SDMX (somniamagus) wrote,
SDMX
somniamagus

Ascent

This morning, I watched the sun rise.

This is significant to me because, despite it being one of the most regular occurrences the human race is privy to, I continue to find it one of the most beautiful sights I've had the privilege to enjoy. I vividly remember watching one in high school the night after an especially persistant rain. The house I grew up in sits in a dip in the road and I had to go out in the middle of the night to clear leaves from the drainage ditch so that the lawn, and potentially the house itself, didn't flood. The next morning, in sluggish transit to an early morning class, I watched as the light of the sun triumphantly stabbed through the last few clouds that had dominated its territory for days, splaying crepuscular rays about my entire field of vision. The purples and oranges, the clouds twisting about the beams of light as if in vaporous death throes, the sting of cold and moisture in the air vanishing from my skin. I felt like I stood in place and let it burn into my memory for a half and hour.

I was late to class.



This is also significant since, despite getting up pre-dawn each day, I never see it happen. It's always snuck up while I've fallen asleep on the train or while I'm engrossed in the set of articles that have been provided to me for the morning's perusal. By the time it occurs to me to look, it's already several degrees above the horizon, having somehow transformed itself from magnificent cosmic rotational display into that annoying beam of light that's navigated itself right into my fucking eye, jesus christ, that's bright.

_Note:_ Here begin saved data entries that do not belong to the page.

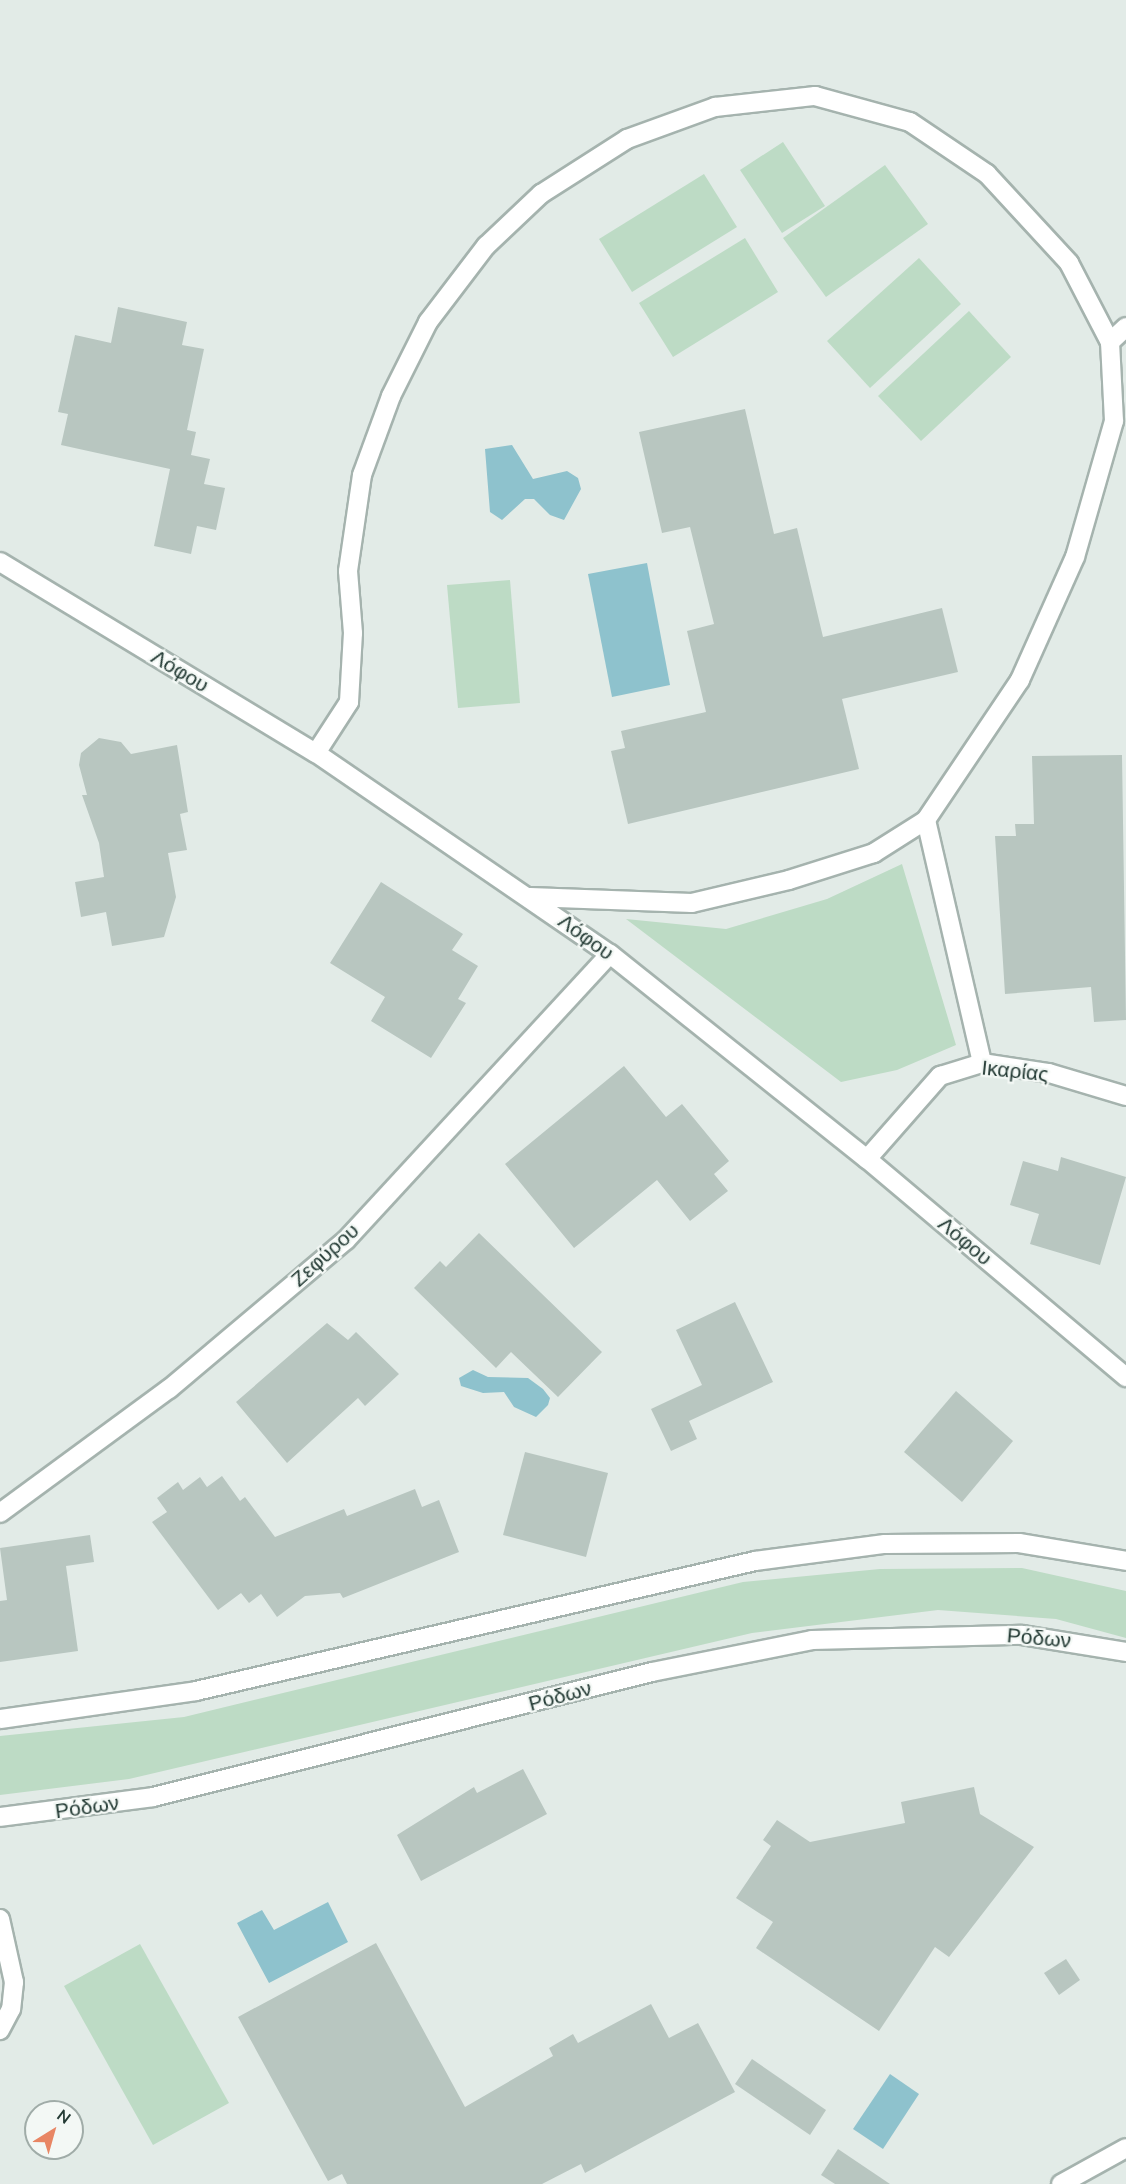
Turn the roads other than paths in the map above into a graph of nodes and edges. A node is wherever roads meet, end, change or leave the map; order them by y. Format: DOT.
graph roads {
  1 [pos="1126,327"];
  2 [pos="1110,342"];
  3 [pos="0,562"];
  4 [pos="316,753"];
  5 [pos="926,819"];
  6 [pos="530,897"];
  7 [pos="610,954"];
  8 [pos="982,1063"];
  9 [pos="1126,1096"];
  10 [pos="867,1159"];
  11 [pos="1126,1377"];
  12 [pos="0,1513"];
  13 [pos="1126,1561"];
  14 [pos="1126,1652"];
  15 [pos="0,1719"];
  16 [pos="0,1817"];
  17 [pos="0,1919"];
  18 [pos="0,2030"];
  19 [pos="1126,2148"];
  20 [pos="1061,2184"];
  1 -- 2 [label="street"];
  2 -- 4 [label="street"];
  2 -- 5 [label="street"];
  3 -- 4 [label="street, Λόφου"];
  4 -- 6 [label="street, Λόφου"];
  5 -- 6 [label="street"];
  5 -- 8 [label="street"];
  6 -- 7 [label="street, Λόφου"];
  7 -- 10 [label="street, Λόφου"];
  7 -- 12 [label="street, Ζεφύρου"];
  8 -- 9 [label="street, Ικαρίας"];
  8 -- 10 [label="street, Ικαρίας"];
  10 -- 11 [label="street, Λόφου"];
  13 -- 15 [label="street"];
  14 -- 16 [label="street, Ρόδων"];
  17 -- 18 [label="street"];
  19 -- 20 [label="street"];
}
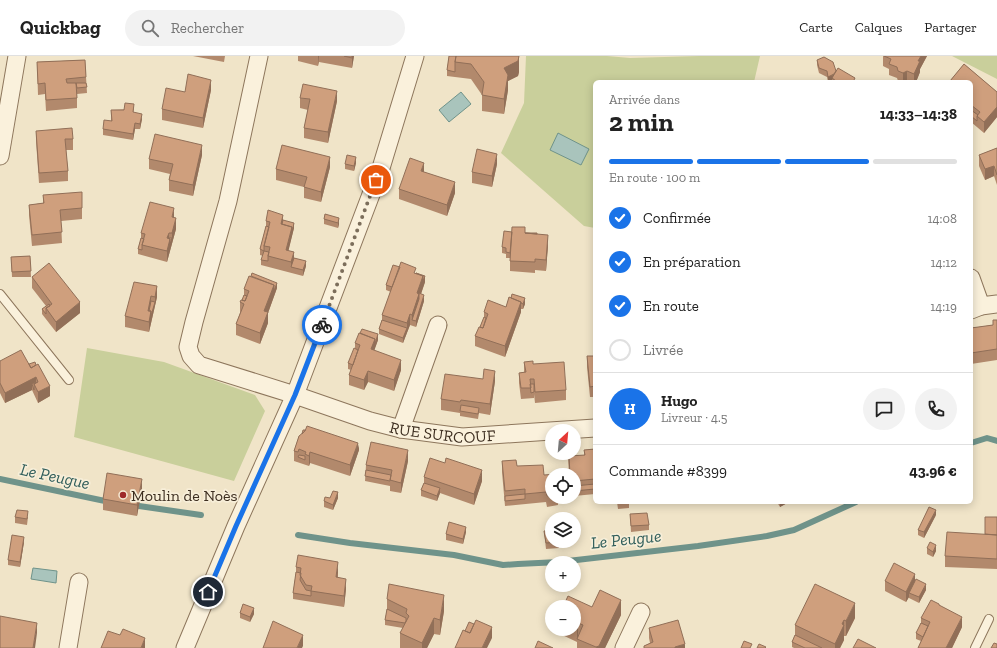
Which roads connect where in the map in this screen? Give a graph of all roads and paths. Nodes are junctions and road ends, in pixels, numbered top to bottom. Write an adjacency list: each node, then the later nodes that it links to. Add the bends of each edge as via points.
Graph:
1 (17, 56): 4 (street)
2 (259, 56): 10 (street, RUE SURCOUF, via 228,201 188,347 191,356 199,365)
3 (415, 56): 10 (street, via 381,168)
4 (0, 156)
5 (973, 283): 7 (street)
6 (0, 294): 9 (lane)
7 (983, 306)
8 (438, 325): 12 (street)
9 (69, 380)
10 (295, 395): 12 (street, RUE SURCOUF); 17 (street)
11 (593, 428): 12 (street, RUE SURCOUF, via 462,437)
12 (401, 429)
13 (79, 582): 16 (street)
14 (641, 612): 18 (street)
15 (989, 619): 19 (lane)
16 (68, 648)
17 (185, 648)
18 (624, 648)
19 (975, 648)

Lastly, it's significant because I used to watch it happen almost every single day. Working the night shift fifty miles from where I lived, driving an hour each morning meant that, close to the end of my commute, I watched the sun drag itself up over the hills 5 days a week, becoming less beautiful and important to me each time. It slowly began to embody how useless I felt in my work, how alone I felt for the 10 hours I sat in an empty disheveled office complex or trudged around an equally empty and disheveled datacenter. That massive disc became a bead on an abacus, its path on a curved rail rather than a straight one, but the message still the same.

And then one day, it changed back. As if taking a damp rag to a dusty table, all of that was wiped away and I watched the sun reclaim its position as one of hope and promise. A beacon for what's ahead.

Five minutes and thirty two seconds before that moment, I finished writing this entry.

Three years later, that's the last sunrise I can remember before this morning. There may have been others, but honestly, it's difficult for them to compete. This was the moment I attribute to the true start of my career, the end of a long depression brought on both my work and by struggles with my memory, rejoining the rest of society in the daylight. Literally stepping out of the dark.

I still worry about all the things I mentioned in the entry, of course. Probably more now than I did then. This past week has been one of the most trying in recent memory and while the present crises seem to have been resolved, when asked if all is well, our oft-shaken 8-ball still insists: "Don't count on it".

Nevertheless, it is important for me to remember the distance between the last sunrise and this one. An immense amount of ground has been covered and accomplishments I never expected to be able to claim my own stand proudly in my arsenal. It is with a mix of humility and persistant self-deprecation that I generally ignore these things. And, for my own sake, that should change. At least a little bit.

So for today, the sun now proudly ascending skyscrapers, approaching its seat of power, I will accept what it has to offer. I will allow its wealth to pour into me and I will acknowledge that it has risen.